Dabei hatte die Debatte über Nachhaltigkeit im deutschen Kunstbetrieb, befeuert durch die „Fridays-for-Future“-Bewegung, schon 2018 an Fahrt aufgenommen. Das Museum für Naturkunde in Berlin-Mitte stellte den Aktivistinnen und Aktivisten Räume zur Verfügung, nahm den Ball auf. Mit 30 Millionen Objekten gehört das Haus zu den größten Einrichtungen seiner Art in Deutschland. Seit Jahren wird es umfassend renoviert und zu einem Wissenschaftscampus erweitert, orientiert am Leitbild eines „Grünen Museums“.

Was das heißt, erläutert die Museumssprecherin Gesine Steiner: „Wir haben neben der Errichtung einer Geothermie-Anlage unsere Sammlungs- und Ausstellungssäle mit Heiz- und Kühlschleifen versehen, wir haben Lehmputz an den Wänden verlegt, die über die Geothermie mitversorgt werden.“ Darüber lässt sich die Raumtemperatur energiearm regeln und die Luftfeuchtigkeit konstant halten. Die Institution arbeitet an einer Zertifizierung ihres ehrgeizigen Zukunftsplans mit dem Ziel der Klimaneutralität. Dabei holt es sich Fachleute ans Haus.

Der Wille ist da

Christopher Garthe vom Studio klv berät Museen zum Thema Nachhaltigkeit. Der Wille und die Sensibilität seien bei den deutschen Museen da, stellt er fest. Doch mehr Forschung sei nötig, etwa zu den Veränderungen des Raumklimas und ihren Auswirkungen auf Exponate. „Hier gibt es einen klassischen Zielkonflikt zwischen restauratorischen Anforderungen und einem geringen Energieverbrauch.“

Die Kulturstiftung des Bundes hat jetzt ein Pilotprojekt initiiert, an dem 19 Kultureinrichtungen teilnehmen, darunter das Museum Folkwang in Essen und die Kunsthalle Rostock. Sie sollen eine Klimabilanz erstellen und ihren CO2-Fußabdruck ermitteln. Ab Mai sollen die Erkenntnisse und Empfehlungen daraus online abrufbar sein.

Einige Institutionen haben sich bereits auf den Weg gemacht. Im Gropius-Bau in Berlin etwa, einem vom Bund finanzierten Ausstellungshaus, war im Sommer 2020 die Ausstellung „Down to Earth“ zu sehen. Sie zeigte, dass Nachhaltigkeit als Thema in der Kunst längst angekommen ist. Die Schau verzichtete bewusst darauf, Künstler einzufliegen, einen Monat lang wurde sogar der Strom abgestellt – ein Signal an alle.

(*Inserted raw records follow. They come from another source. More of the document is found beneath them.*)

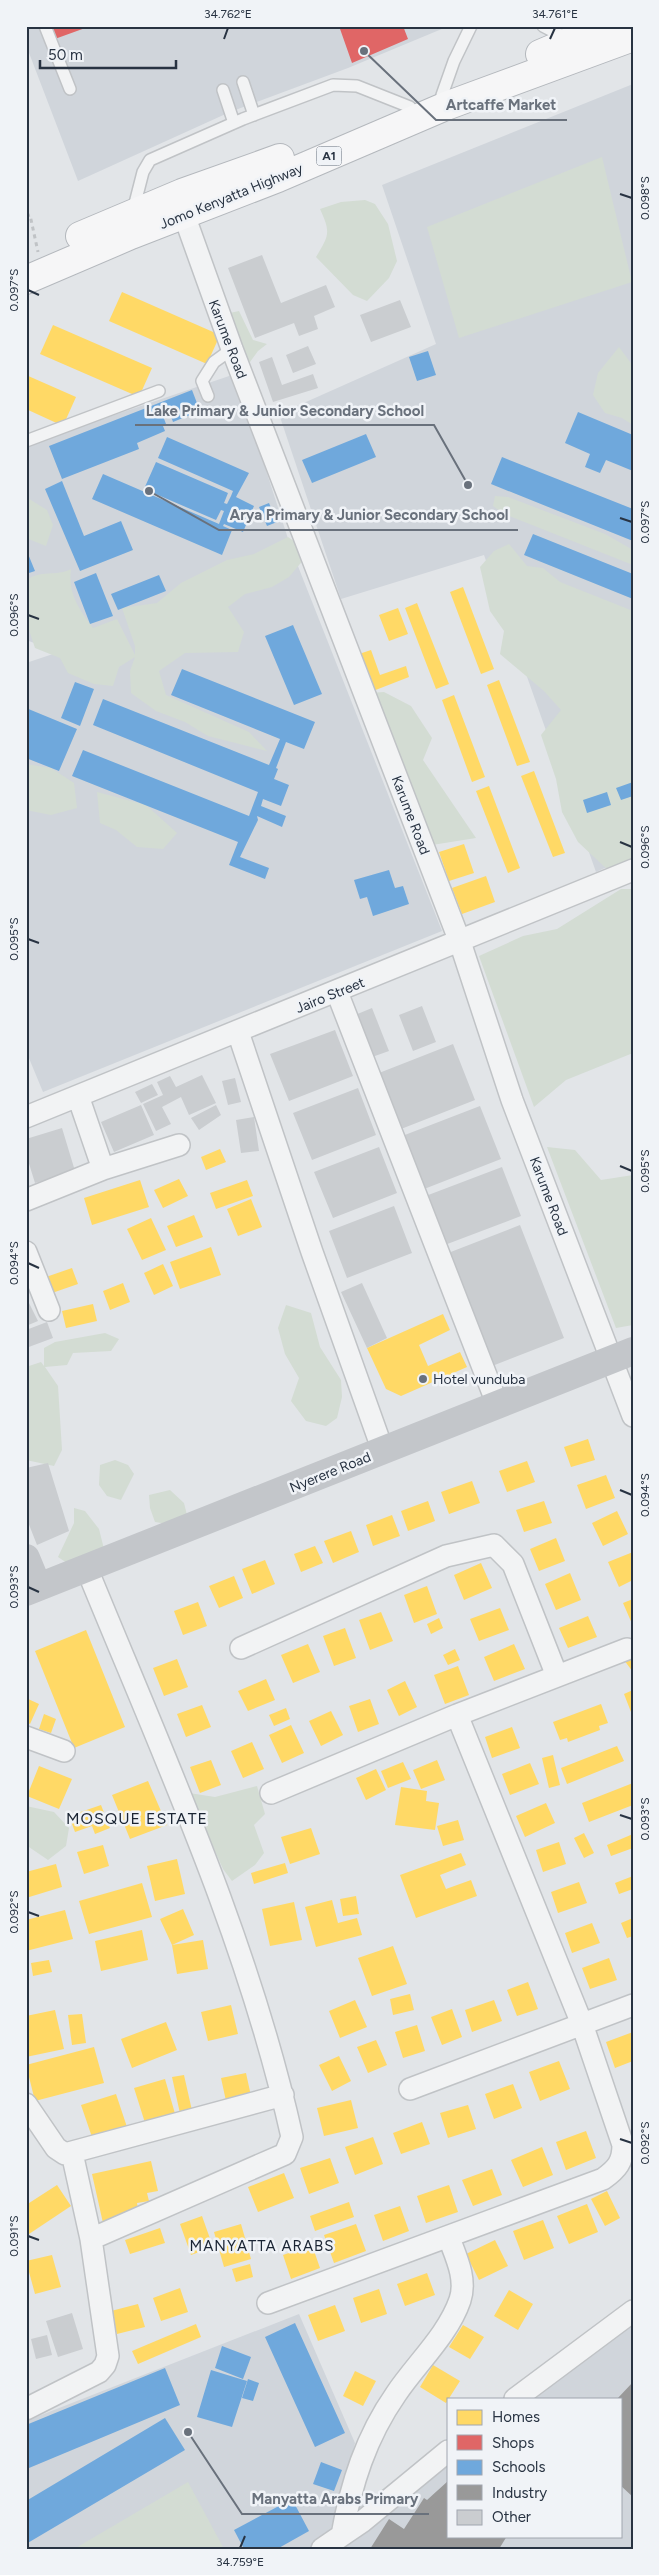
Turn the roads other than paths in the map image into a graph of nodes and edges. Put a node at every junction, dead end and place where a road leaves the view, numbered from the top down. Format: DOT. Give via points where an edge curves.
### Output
graph roads {
  1 [pos="45,26"];
  2 [pos="471,26"];
  3 [pos="543,26"];
  4 [pos="606,26"];
  5 [pos="633,37"];
  6 [pos="570,40"];
  7 [pos="243,82"];
  8 [pos="70,89"];
  9 [pos="223,90"];
  10 [pos="442,95"];
  11 [pos="410,107"];
  12 [pos="254,115"];
  13 [pos="234,123"];
  14 [pos="132,213"];
  15 [pos="184,215"];
  16 [pos="32,257"];
  17 [pos="26,280"];
  18 [pos="232,349"];
  19 [pos="160,391"];
  20 [pos="208,396"];
  21 [pos="26,441"];
  22 [pos="633,870"];
  23 [pos="460,942"];
  24 [pos="337,992"];
  25 [pos="238,1032"];
  26 [pos="78,1096"];
  27 [pos="26,1117"];
  28 [pos="178,1145"];
  29 [pos="103,1169"];
  30 [pos="26,1200"];
  31 [pos="26,1252"];
  32 [pos="49,1310"];
  33 [pos="622,1355"];
  34 [pos="498,1406"];
  35 [pos="633,1416"];
  36 [pos="383,1451"];
  37 [pos="26,1558"];
  38 [pos="87,1569"];
  39 [pos="32,1590"];
  40 [pos="241,1648"];
  41 [pos="627,1649"];
  42 [pos="557,1676"];
  43 [pos="457,1715"];
  44 [pos="26,1737"];
  45 [pos="64,1750"];
  46 [pos="271,1793"];
  47 [pos="633,2005"];
  48 [pos="582,2024"];
  49 [pos="410,2088"];
  50 [pos="283,2095"];
  51 [pos="26,2104"];
  52 [pos="72,2154"];
  53 [pos="628,2158"];
  54 [pos="449,2238"];
  55 [pos="91,2239"];
  56 [pos="268,2303"];
  57 [pos="633,2311"];
  58 [pos="515,2398"];
  59 [pos="26,2409"];
  60 [pos="447,2452"];
  61 [pos="342,2535"];
  62 [pos="322,2549"];
  1 -- 8 [label="lane"];
  2 -- 10 [label="lane"];
  3 -- 6 [label="lane"];
  4 -- 6 [label="highway, Jomo Kenyatta Highway / A1"];
  5 -- 15 [label="highway, Jomo Kenyatta Highway / A1" via="446,106"];
  6 -- 10 [label="highway, Jomo Kenyatta Highway / A1"];
  7 -- 12 [label="lane"];
  9 -- 13 [label="lane"];
  10 -- 11 [label="highway, Jomo Kenyatta Highway / A1"];
  11 -- 12 [label="lane" via="357,86 333,85"];
  11 -- 14 [label="highway, Jomo Kenyatta Highway / A1"];
  12 -- 13 [label="lane"];
  13 -- 14 [label="lane" via="150,160 143,172"];
  14 -- 16 [label="highway, Jomo Kenyatta Highway / A1"];
  15 -- 17 [label="highway, Jomo Kenyatta Highway / A1"];
  15 -- 18 [label="street, Karume Road"];
  18 -- 20 [label="lane" via="214,362 202,380"];
  18 -- 23 [label="street, Karume Road"];
  19 -- 21 [label="lane"];
  22 -- 23 [label="street, Jairo Street"];
  23 -- 24 [label="street, Jairo Street"];
  23 -- 33 [label="street, Karume Road" via="512,1100"];
  24 -- 25 [label="street, Jairo Street"];
  24 -- 34 [label="street"];
  25 -- 26 [label="street, Jairo Street"];
  25 -- 36 [label="street"];
  26 -- 27 [label="street, Jairo Street"];
  26 -- 29 [label="street"];
  28 -- 29 [label="street"];
  29 -- 30 [label="street"];
  31 -- 32 [label="street"];
  33 -- 34 [label="main road, Nyerere Road"];
  33 -- 35 [label="street, Karume Road"];
  34 -- 36 [label="main road, Nyerere Road"];
  36 -- 38 [label="main road, Nyerere Road"];
  37 -- 39 [label="main road"];
  38 -- 39 [label="main road, Nyerere Road"];
  38 -- 50 [label="street" via="213,1876 265,2028"];
  40 -- 42 [label="street" via="446,1556 494,1545 513,1564"];
  41 -- 42 [label="street"];
  42 -- 43 [label="street"];
  43 -- 46 [label="street"];
  43 -- 48 [label="street"];
  44 -- 45 [label="street"];
  47 -- 48 [label="street"];
  48 -- 49 [label="street"];
  48 -- 53 [label="street"];
  50 -- 52 [label="street"];
  50 -- 55 [label="street" via="292,2137 285,2154"];
  51 -- 52 [label="street" via="56,2148"];
  52 -- 55 [label="street"];
  53 -- 54 [label="street" via="603,2179"];
  54 -- 56 [label="street"];
  54 -- 61 [label="street" via="463,2286 460,2300 444,2330 395,2394 372,2433 357,2468"];
  55 -- 59 [label="street" via="108,2356 105,2366"];
  57 -- 58 [label="street"];
  60 -- 61 [label="street"];
  61 -- 62 [label="street"];
}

Leihgaben nicht mehr aus aller Welt

Stefanie Rosenthal, seit 2018 Direktorin des Gropius-Baus, fordert ein breites Umdenken: Ausstellungsarchitektur ließe sich recyceln. Mit dem „artist in residence“-Programm, das sie am Haus etablierte, werden internationale Künstlerinnen und Künstler längerfristig gebunden. Die Pandemie mit den Einschränkungen des Reisens wirke wie ein Brandbeschleuniger für Nachhaltigkeit, meint sie. Nicht jede Leihgabe müsste von einem eigenen Kurier begleitet, Ausleihen könnten gebündelt, Restauratoren vor Ort stärker eingebunden werden.

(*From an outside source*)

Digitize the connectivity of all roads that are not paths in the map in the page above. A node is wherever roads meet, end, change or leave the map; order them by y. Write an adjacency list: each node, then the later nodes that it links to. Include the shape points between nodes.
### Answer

Für die Vorbereitung der kommenden Retrospektive der japanischen Künstlerin Yayoi Kusama, der ersten in Deutschland, hat die Gropius-Direktorin bereits Konsequenzen gezogen: „Zum Beispiel in der Umsetzung zu sagen, dass wir nur Leihgaben aus Japan und Europa zeigen werden und nicht noch aus den USA und Südamerika, wo vielleicht auch wichtige Werke sind, aber dass man die Leihgaben bündelt.“

Das „grüne Museum“ ist möglich

Der Austausch mit Kuratorinnen und Künstlern weltweit ließe sich auch künftig über Video-Calls führen. Allerdings habe der Verzicht auf die persönliche Begegnung Grenzen, gibt Stefanie Rosenthal zu. Gerade bei zeitgenössischer Kunst sei es oft essenziell, Arbeiten im Atelier zu sehen und den direkten Austausch zu pflegen.

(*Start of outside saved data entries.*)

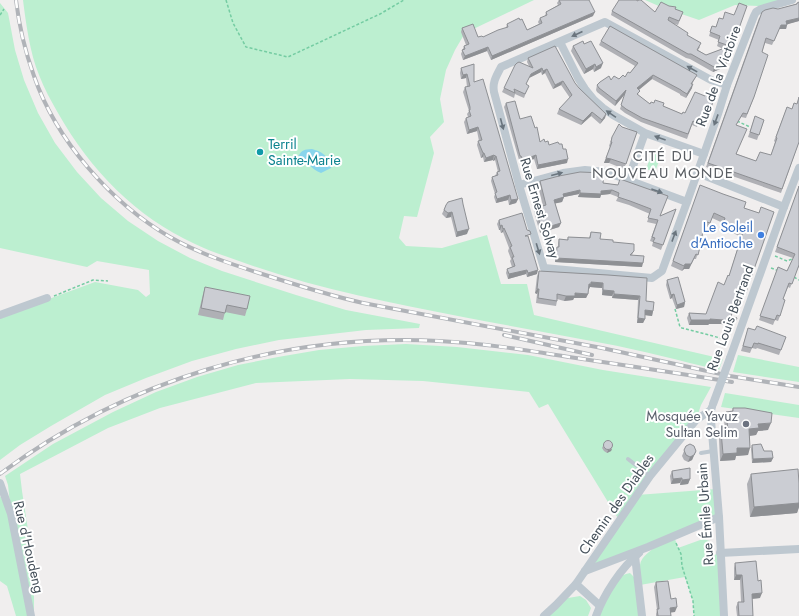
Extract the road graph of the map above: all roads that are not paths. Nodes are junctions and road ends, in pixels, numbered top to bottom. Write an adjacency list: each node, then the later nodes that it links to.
1 (792, 0): 3 (street, Rue de la Victoire)
2 (560, 42): 3 (street, one-way to 2); 4 (street, one-way to 2); 9 (street, Rue Ernest Solvay, one-way to 9)
3 (727, 85): 5 (street, Rue de la Victoire, one-way to 5)
4 (645, 133): 5 (street, one-way to 4); 8 (street)
5 (704, 154): 7 (street, Rue de la Victoire)
6 (799, 168): 11 (street, Rue Louis Bertrand)
7 (698, 173): 10 (street, Rue de la Victoire); 11 (street)
8 (628, 180): 9 (street, one-way to 8); 10 (street, one-way to 10)
9 (519, 185): 10 (street, Rue Ernest Solvay, one-way to 10)
10 (687, 202)
11 (784, 207): 14 (street, Rue Louis Bertrand, bridge)
12 (47, 298): 13 (street)
13 (0, 315)
14 (712, 407): 15 (street, Rue Émile Urbain); 18 (street, Chemin des Diables)
15 (713, 451): 16 (lane); 20 (street, Rue Émile Urbain)
16 (701, 453)
17 (628, 459): 18 (lane)
18 (650, 476): 25 (street, Chemin des Diables)
19 (0, 484): 28 (street, Rue d'Houdeng)
20 (719, 517): 21 (street); 23 (street, Rue Émile Urbain)
21 (648, 547): 24 (street); 25 (street)
22 (799, 549): 23 (street)
23 (720, 553): 32 (street, Rue Émile Urbain)
24 (635, 556): 27 (street); 31 (street)
25 (585, 571): 26 (street, Chemin des Diables)
26 (576, 584): 27 (street); 29 (street, Chemin des Diables)
27 (600, 606): 30 (street)
28 (31, 616)
29 (544, 616)
30 (596, 616)
31 (642, 616)
32 (724, 616)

Für den Planeten sind die Grenzen des Wachstums längst überschritten, mahnen Wissenschaftler und Aktivisten. Das könnte auch für den Kunstbetrieb und die Museen gelten. Die Direktorin des Berliner Gropius-Baus ist überzeugt: „Vieles, was wir im letzten Jahr aufgrund der Pandemie gelernt haben, wird für die Nachhaltigkeit und das nachhaltige Denken helfen.“ Die Transformation zum „grünen Museum“ ist möglich.